Project is based on C++20
(optional for project 2):
- OpenCV from: https://docs.opencv.org/4.5.2/df/d65/tutorial_table_of_content_introduction.html
- CV-Plot from: https://github.com/Profactor/cv-plot
This is a CMake-Project. Compilation and building is pretty easy. Simply run in main folder via terminal:
$ cmake .
$ cmake --build .
$ cmake --build --target {program-name}
The executable can be found in ./bin/{program-name}.
I've done a long headless run with N=16,32,64,128,256 spins per edge with 32 temperatures equally spaced between T=2-3.
Sweeps per temperature-step were 5E5, but I stored only every 10th sweep due to lower autocorrelations. Raw data one can
find in ./result/IsingResultsNew4.zip.
There are too few data for 256^2 spins, and the tremendous autocorrelations to perform a good analysis. Thus, we neglect this data-sample.
The following data are already reweighted around T_c, like described in the literature below.
To estimate the heat capacity and magnetic susceptibility I followed the literature and estimated variances in the data and furthermore reweighted those.
One approach to estimate the critical temperature T_c is by using binder-cumulants U_L like described in the literature below.
The exact value from the literature is T_c=2/log(1+sqrt(2))=2.2691... This is within our confidence interval.

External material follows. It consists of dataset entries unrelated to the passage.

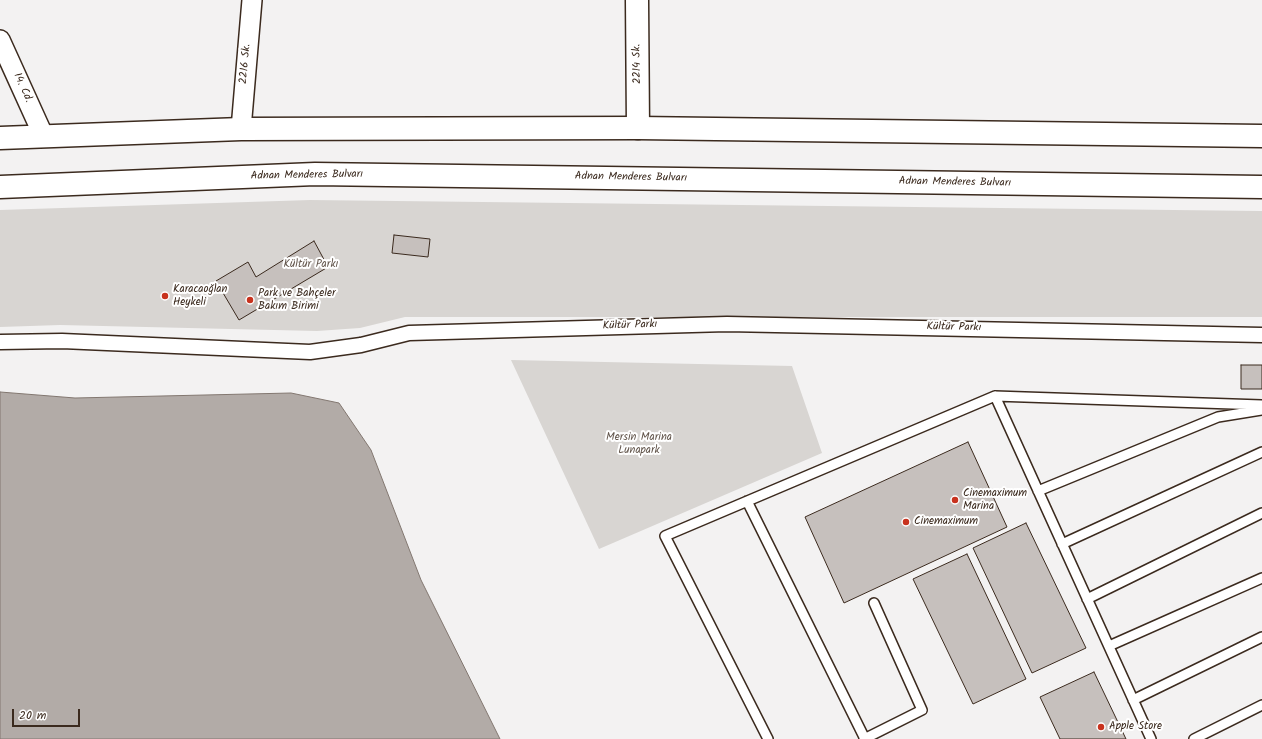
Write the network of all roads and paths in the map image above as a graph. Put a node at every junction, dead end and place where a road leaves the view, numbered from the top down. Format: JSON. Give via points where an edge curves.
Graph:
{"nodes":[{"id":1,"x":252,"y":0,"type":"edge"},
{"id":2,"x":637,"y":0,"type":"edge"},
{"id":3,"x":0,"y":40,"type":"edge"},
{"id":4,"x":638,"y":128,"type":"junction"},
{"id":5,"x":241,"y":129,"type":"junction"},
{"id":6,"x":1262,"y":136,"type":"edge"},
{"id":7,"x":44,"y":137,"type":"junction"},
{"id":8,"x":0,"y":138,"type":"edge"},
{"id":9,"x":0,"y":187,"type":"edge"},
{"id":10,"x":1262,"y":187,"type":"edge"},
{"id":11,"x":1262,"y":335,"type":"edge"},
{"id":12,"x":0,"y":342,"type":"edge"},
{"id":13,"x":995,"y":396,"type":"junction"},
{"id":14,"x":1262,"y":405,"type":"edge"},
{"id":15,"x":1262,"y":410,"type":"edge"},
{"id":16,"x":1262,"y":452,"type":"edge"},
{"id":17,"x":1038,"y":491,"type":"junction"},
{"id":18,"x":748,"y":501,"type":"junction"},
{"id":19,"x":1262,"y":513,"type":"edge"},
{"id":20,"x":1062,"y":544,"type":"junction"},
{"id":21,"x":1262,"y":578,"type":"edge"},
{"id":22,"x":1087,"y":599,"type":"junction"},
{"id":23,"x":874,"y":602,"type":"dead end"},
{"id":24,"x":1262,"y":637,"type":"edge"},
{"id":25,"x":1109,"y":646,"type":"junction"},
{"id":26,"x":1133,"y":700,"type":"junction"},
{"id":27,"x":1262,"y":705,"type":"edge"},
{"id":28,"x":768,"y":739,"type":"edge"},
{"id":29,"x":864,"y":739,"type":"edge"},
{"id":30,"x":1151,"y":739,"type":"edge"},
{"id":31,"x":1194,"y":739,"type":"edge"}],
"edges":[{"from":1,"to":5,"type":"street","name":"2216 Sk."},
{"from":2,"to":4,"type":"main road","name":"2214 Sk."},
{"from":3,"to":7,"type":"street","name":"14. Cd."},
{"from":4,"to":5,"type":"main road"},
{"from":4,"to":6,"type":"main road"},
{"from":5,"to":7,"type":"main road"},
{"from":7,"to":8,"type":"main road"},
{"from":9,"to":10,"type":"main road","name":"Adnan Menderes Bulvarı","via":[[316,174]]},
{"from":11,"to":12,"type":"street","name":"Kültür Parkı","via":[[727,324],[409,333],[361,345],[310,352],[62,341]]},
{"from":13,"to":14,"type":"lane"},
{"from":13,"to":17,"type":"lane"},
{"from":13,"to":18,"type":"lane"},
{"from":15,"to":17,"type":"lane","via":[[1218,417]]},
{"from":16,"to":20,"type":"lane"},
{"from":17,"to":20,"type":"lane"},
{"from":18,"to":28,"type":"lane","via":[[665,536]]},
{"from":18,"to":29,"type":"lane"},
{"from":19,"to":22,"type":"lane"},
{"from":20,"to":22,"type":"lane"},
{"from":21,"to":25,"type":"lane"},
{"from":22,"to":25,"type":"lane"},
{"from":23,"to":29,"type":"lane","via":[[922,710]]},
{"from":24,"to":26,"type":"lane"},
{"from":25,"to":26,"type":"lane"},
{"from":26,"to":30,"type":"lane"},
{"from":27,"to":31,"type":"lane"}]}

Following the literature further one can estimate the critical exponents of the 2D-Ising-model by fitting
- deviation of finite size critical temperature
- magnetization
- maxima of heat capacities
- maxima of susceptibility
against the number of spins in a double logarithmic plot.
Let's compare the critical exponents with the literature:
| rel. observable | critical exponent | calculated | literature |
|---|---|---|---|
| heat capacity | alpha | 0.13+-0.03 | 0 (logarithmic singularity) |
| magnetization | beta | 0.223+-0.142 | 0.125 |
| susceptibility | gamma | 1.777+-0.038 | 1.75 |
| correlation length | nu | 1.095+-0.138 | 1 |
Overall the values are quite well. However, we only used data up to N=128^2 spins.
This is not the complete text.